On Thursday, in a press briefing to announce partial results of the serosurvey—conducted to gauge the spread of SARS CoV 2 virus in the country, Indian Council of Medical Research director-general Dr Balaram Bhargava and Dr V K Paul, who heads the national task COVID-9 had said that there is no community transmission so far.

Sharing some of the results of the survey—based on the representative antibody-based survey carried out in 83 districts, Dr Bhargava had said that 0.73 per cent of the population in non-hotspot districts had been found to be exposed to the virus.

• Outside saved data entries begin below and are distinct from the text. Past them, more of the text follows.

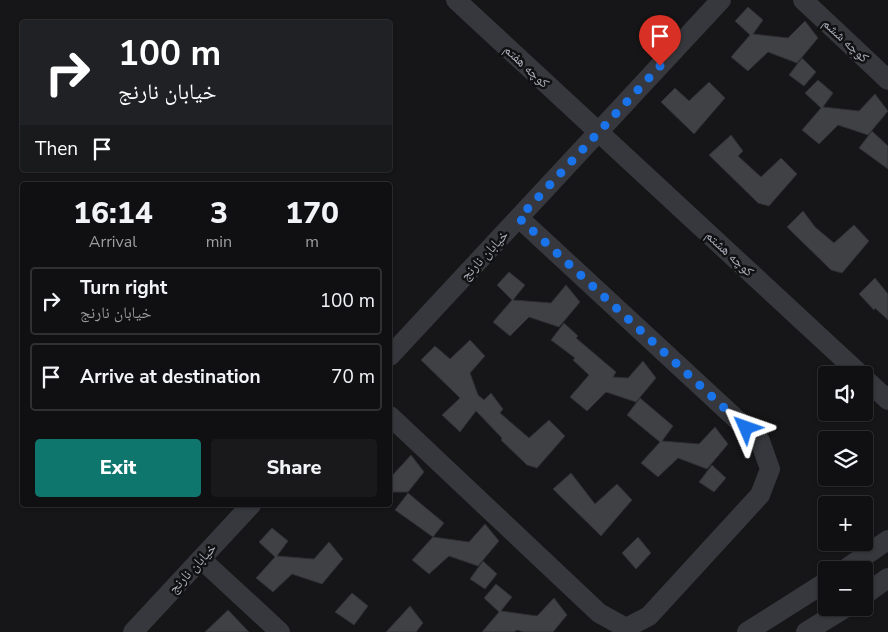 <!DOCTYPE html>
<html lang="en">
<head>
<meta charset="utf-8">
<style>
  body { margin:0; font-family:"Nunito Sans","Noto Naskh Arabic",sans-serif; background:#19191b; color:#f1f3f6; height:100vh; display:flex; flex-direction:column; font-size:19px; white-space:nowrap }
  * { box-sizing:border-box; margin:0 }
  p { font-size:16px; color:#9c9d9f }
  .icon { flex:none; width:28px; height:28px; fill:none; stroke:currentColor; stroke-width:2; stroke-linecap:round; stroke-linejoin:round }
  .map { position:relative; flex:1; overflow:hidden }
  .panel { position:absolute; left:20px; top:182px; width:372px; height:325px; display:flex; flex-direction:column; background:#101012; border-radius:5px; box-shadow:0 1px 4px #0004,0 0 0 1px #303032 }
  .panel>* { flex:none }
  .guide { position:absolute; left:20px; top:20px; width:372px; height:152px; border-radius:5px; box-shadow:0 1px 4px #0004,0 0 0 1px #303032; background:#202124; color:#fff; overflow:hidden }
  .buttons { position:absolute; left:818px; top:366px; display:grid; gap:10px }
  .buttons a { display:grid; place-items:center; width:55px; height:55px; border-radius:5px; background:#101012; box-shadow:0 1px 4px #0004,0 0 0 1px #303032; font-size:25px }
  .pin { position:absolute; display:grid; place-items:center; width:42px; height:42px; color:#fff; margin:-51px -21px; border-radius:50% 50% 50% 0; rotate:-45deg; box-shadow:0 0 5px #0007 }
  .pin .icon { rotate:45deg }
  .me { position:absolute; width:55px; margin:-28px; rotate:313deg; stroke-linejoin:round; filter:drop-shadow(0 0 4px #0008) }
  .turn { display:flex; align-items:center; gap:18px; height:105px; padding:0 15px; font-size:22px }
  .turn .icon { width:65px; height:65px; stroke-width:2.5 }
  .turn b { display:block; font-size:35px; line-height:42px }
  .then { display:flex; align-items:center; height:48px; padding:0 15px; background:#0003; gap:10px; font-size:19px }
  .eta { display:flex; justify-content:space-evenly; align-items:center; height:85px; text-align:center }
  .eta b { font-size:30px; font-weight:800; line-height:35px }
  .cta { display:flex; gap:10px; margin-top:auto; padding:10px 15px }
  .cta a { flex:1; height:58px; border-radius:5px; background:#0f766e; color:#fff; font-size:20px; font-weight:800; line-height:58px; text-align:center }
  .cta a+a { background:#19191b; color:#f1f3f6 }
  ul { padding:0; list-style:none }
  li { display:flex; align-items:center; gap:15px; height:68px; margin:0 10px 8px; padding:0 5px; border:2px solid #303032; border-radius:5px }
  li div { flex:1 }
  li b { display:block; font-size:19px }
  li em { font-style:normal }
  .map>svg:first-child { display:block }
  .building { fill:#404145; stroke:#303034 }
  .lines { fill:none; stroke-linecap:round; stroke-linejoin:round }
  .minor { stroke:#37383d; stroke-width:20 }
  .route { stroke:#1a73e8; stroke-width:9; stroke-dasharray:0 16.2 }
  .labels { text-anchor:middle; stroke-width:5; stroke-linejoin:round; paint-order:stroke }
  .street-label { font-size:14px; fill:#a8adb8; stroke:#111113 }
</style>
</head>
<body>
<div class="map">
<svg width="888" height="632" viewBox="0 0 888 632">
  <rect width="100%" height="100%" fill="#161618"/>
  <g class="building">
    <path d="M748,7L763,20L753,34L788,38L805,21L818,38L797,63L768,52L748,71L731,57L750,35L735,21Z"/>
    <path d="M802,58L816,72L804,86L789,75Z"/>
    <path d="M818,80L833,93L823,107L859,111L875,94L888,111L868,135L838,125L819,144L802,130L821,108L805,93Z"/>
    <path d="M709,82L725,98L694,134L661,102L675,88L689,101Z"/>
    <path d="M872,131L888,146V169L859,148Z"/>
    <path d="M731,135L743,151L738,156L761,177L781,158L797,174L769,206L758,203L709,155Z"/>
    <path d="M803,211L815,227L834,243L854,225L869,241L842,273L831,270L787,227Z"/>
    <path d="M509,272L525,285L513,300L551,303L566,285L580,302L559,327L529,317L510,336L493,322L512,300L497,285Z"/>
    <path d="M875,278L888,294V320L875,308L874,310L859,294Z"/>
    <path d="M564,323L578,336L576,338L616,372L613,377L628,378L643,361L656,378L636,402L606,392L587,411L570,397L589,375L573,360L575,358L551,340Z"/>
    <path d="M470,340L485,356L470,373L478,395L484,400L491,393L503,409L500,413L529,438L549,420L565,436L537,468L527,465L501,440L502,438L476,411L460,432L442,415L460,398L421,360L435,346L450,359Z"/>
    <path d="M640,398L673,426L662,441L699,444L715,427L728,444L707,469L678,458L658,477L641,463L660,442L627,415Z"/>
    <path d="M411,455L424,472L408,492H390V478Z"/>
    <path d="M712,465L726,478L714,492L699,482Z"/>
    <path d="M571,473L595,504L617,484L632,500L601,536L553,489Z"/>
    <path d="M408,493L444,523L433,537L469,542L485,524L499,541L478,566L449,556L429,574L412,560L433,537L395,510Z"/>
    <path d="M272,528L288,541L277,556L314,559L329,542L343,559L322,584L292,574L273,592L256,578L275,557L259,542Z"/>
    <path d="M638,537L651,553L636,569L622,553Z"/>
    <path d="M483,561L497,574L485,589L470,579Z"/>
    <path d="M496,584L512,597L501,611L537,616L554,598L567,615L553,632H524L517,630L514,632H482L499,612L484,598Z"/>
    <path d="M352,593L368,606L354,625L335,612Z"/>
    <path d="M410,606L423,623L416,632H386Z"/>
    <path d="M228,610L249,632H205Z"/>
  </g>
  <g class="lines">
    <g class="minor">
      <path d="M456,0L861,375"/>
      <path d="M803,0L888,80"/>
      <path d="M390,356L721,0"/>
      <path d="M864,378L888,400"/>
      <path d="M390,416L599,613L626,628L649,616L760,495L770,469L760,441L519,218"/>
      <path d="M201,559L280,632"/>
      <path d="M844,570L888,540"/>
      <path d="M864,595L888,578"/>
      <path d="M133,632L251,505"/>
      <path d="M747,632L826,582"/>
      <path d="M806,632L845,608"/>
    </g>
  </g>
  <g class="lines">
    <path class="route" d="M660,66L519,218L746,428"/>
  </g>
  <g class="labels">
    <g class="street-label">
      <text transform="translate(846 40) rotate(43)" y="5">کوچه ششم</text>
      <text transform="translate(527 66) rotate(43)" y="5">کوچه هفتم</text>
      <text transform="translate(730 253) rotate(43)" y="5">کوچه هشتم</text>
      <text transform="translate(484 255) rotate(-47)" y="5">خیابان نارنج</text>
      <text transform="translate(192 568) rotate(-47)" y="5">خیابان نارنج</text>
    </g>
  </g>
</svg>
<div class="buttons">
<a><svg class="icon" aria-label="sound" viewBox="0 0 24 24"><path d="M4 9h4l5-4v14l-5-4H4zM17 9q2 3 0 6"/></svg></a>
<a><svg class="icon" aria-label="layers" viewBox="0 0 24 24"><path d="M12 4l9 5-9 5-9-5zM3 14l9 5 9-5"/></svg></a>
<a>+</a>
<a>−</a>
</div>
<div class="pin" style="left:660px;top:66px;background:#d93025"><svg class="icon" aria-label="arrive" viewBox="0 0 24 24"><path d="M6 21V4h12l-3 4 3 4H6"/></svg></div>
<svg class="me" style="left:746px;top:428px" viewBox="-20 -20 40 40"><path d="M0-17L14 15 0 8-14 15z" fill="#1a73e8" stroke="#fff" stroke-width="4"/></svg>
<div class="guide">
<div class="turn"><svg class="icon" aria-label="right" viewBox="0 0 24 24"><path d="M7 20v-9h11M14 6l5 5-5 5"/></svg><div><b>100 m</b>خیابان نارنج</div></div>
<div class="then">Then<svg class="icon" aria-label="arrive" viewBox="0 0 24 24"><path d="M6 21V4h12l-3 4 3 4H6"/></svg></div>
</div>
<section class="panel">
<div class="eta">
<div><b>16:14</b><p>Arrival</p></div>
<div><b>3</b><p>min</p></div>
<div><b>170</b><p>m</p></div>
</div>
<ul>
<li><svg class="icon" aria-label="right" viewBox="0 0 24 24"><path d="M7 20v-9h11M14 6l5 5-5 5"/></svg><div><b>Turn right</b><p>خیابان نارنج</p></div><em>100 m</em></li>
<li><svg class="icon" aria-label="arrive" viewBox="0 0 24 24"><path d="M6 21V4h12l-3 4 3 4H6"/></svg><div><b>Arrive at destination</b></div><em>70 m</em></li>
</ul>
<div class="cta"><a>Exit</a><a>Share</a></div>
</section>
</div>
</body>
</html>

“The prevalence has been found to be less than 1 per cent in small districts. In urban and containment areas it may be slightly higher. But, India is definitely not in community transmission. I would like to emphasize it,” Dr Bhargava had said and Dr Paul too spoke on similar lines.

Given that the government maintains that there is no community transmission of the disease yet—the new, conflicting message has left public health specialists perplexed and angered.

“If the government has to err, it has to be on the higher side but the opposite seems to be happening,” said Dr Anupam Singh, an infectious disease expert. “There is a clear contradiction in what the authorities are saying in public and what this document says.”

An email query sent to the health ministry seeking the government response on how are clinicians expected to identify “location with community transmission” when there is no list of such areas, however, has remained unanswered so far.

In a strong-worded statement issued on Saturday, Progressive Medicos and Scientists Forum--a group of doctors and scientists-- meanwhile said that “many fallacious arguments seemed to have been forwarded to ultimately claim that there is no community transmission as of date in the country.”

“Just a day before their conference, the health minister of Delhi had accepted that in more than 50 per cent of the cases they had failed to zero in on the source of infection. What else is this Dr Bhargava if not community transmission?” the group asked.